Unsurprisingly, such a change in “animal spirits” may represent a self-fulfilling prophecy. If a lot of people expect a recession and try to increase savings and reduce investment, these defensive actions may bring about the recession against which they are designed to guard.
Of course, awareness of this fact will do nothing to moderate the potential impact; if anything the reverse. People who are suddenly worried about a recession will not, if they are looking to their own well-being, keep spending in the hope that others will do likewise and thereby keep the economy afloat. Rather they will reason that others are likely to think as they do, and that a recession is even more probable than the objective evidence would suggest.

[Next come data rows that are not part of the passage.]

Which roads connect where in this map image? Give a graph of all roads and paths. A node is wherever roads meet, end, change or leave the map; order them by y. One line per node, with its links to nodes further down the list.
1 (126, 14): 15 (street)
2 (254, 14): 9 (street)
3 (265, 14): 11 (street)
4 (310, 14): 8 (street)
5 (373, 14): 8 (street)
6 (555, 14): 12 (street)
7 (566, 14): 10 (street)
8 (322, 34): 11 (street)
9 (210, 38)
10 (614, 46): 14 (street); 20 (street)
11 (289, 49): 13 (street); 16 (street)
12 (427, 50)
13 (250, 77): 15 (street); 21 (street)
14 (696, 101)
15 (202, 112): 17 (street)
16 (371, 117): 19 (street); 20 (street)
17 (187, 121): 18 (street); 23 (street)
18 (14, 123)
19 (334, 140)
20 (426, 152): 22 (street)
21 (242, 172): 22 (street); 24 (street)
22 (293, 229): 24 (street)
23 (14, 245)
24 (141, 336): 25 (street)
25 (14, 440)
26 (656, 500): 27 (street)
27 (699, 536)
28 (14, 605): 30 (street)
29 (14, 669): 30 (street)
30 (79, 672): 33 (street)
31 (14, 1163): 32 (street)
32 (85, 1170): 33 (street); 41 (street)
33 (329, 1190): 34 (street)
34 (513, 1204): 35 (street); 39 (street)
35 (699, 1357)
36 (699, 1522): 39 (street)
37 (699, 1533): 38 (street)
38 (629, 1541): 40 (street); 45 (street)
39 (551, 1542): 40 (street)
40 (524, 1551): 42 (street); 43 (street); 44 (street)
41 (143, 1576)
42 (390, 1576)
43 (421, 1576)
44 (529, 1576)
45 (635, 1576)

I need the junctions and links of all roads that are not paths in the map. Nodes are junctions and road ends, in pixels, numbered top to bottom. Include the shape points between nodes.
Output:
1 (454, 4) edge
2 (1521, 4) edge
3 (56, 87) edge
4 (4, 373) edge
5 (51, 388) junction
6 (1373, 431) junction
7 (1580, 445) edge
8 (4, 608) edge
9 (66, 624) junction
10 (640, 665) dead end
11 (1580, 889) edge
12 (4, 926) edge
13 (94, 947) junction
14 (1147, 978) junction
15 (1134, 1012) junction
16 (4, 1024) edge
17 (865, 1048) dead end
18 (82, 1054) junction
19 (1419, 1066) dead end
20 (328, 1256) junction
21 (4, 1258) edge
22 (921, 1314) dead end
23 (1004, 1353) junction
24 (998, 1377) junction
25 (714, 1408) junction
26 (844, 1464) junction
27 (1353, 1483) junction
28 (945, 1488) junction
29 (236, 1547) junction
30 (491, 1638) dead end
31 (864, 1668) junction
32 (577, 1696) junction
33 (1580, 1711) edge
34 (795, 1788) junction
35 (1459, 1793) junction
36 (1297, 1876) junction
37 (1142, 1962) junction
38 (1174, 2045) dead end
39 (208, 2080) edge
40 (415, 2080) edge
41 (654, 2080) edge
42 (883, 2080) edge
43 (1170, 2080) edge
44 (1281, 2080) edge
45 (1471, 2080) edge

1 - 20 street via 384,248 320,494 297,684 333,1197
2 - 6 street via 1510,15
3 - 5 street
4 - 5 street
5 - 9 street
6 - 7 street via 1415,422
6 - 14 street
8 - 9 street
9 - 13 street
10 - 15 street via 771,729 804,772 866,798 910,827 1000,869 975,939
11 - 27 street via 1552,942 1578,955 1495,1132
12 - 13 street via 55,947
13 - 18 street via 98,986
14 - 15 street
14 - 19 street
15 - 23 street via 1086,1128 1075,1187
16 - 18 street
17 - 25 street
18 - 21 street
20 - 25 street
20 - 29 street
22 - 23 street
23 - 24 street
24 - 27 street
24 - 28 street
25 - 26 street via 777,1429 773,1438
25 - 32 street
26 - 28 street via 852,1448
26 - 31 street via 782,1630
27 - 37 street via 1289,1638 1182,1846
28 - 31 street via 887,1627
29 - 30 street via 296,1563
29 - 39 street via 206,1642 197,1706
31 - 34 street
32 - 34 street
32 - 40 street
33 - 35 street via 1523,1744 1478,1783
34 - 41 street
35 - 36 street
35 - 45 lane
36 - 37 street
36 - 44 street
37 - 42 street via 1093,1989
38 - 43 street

Keynes’s idea of “animal spirits” has been revived by George Akerlof and Robert Shiller in their recent book of the same name. Akerlof and Shiller consider five deviations from the standard model of rational maximization (confidence/trust, fairness, corruption, money illusion, and stories) and argue that some combination of these can be used to explain a range of economic outcomes inconsistent with the standard model. Their discussion makes a compelling case that macroeconomics needs new, and more realistic, foundations.
If the prospects for a macroeconomic analysis based on alternatives to expected utility theory are so promising, why has so little work been done along these lines? In part, perhaps, this simply reflects the effects of specialization. Decision theorists focus on individual choices, and when they seek economic applications, this leads them naturally to look at microeconomic problems.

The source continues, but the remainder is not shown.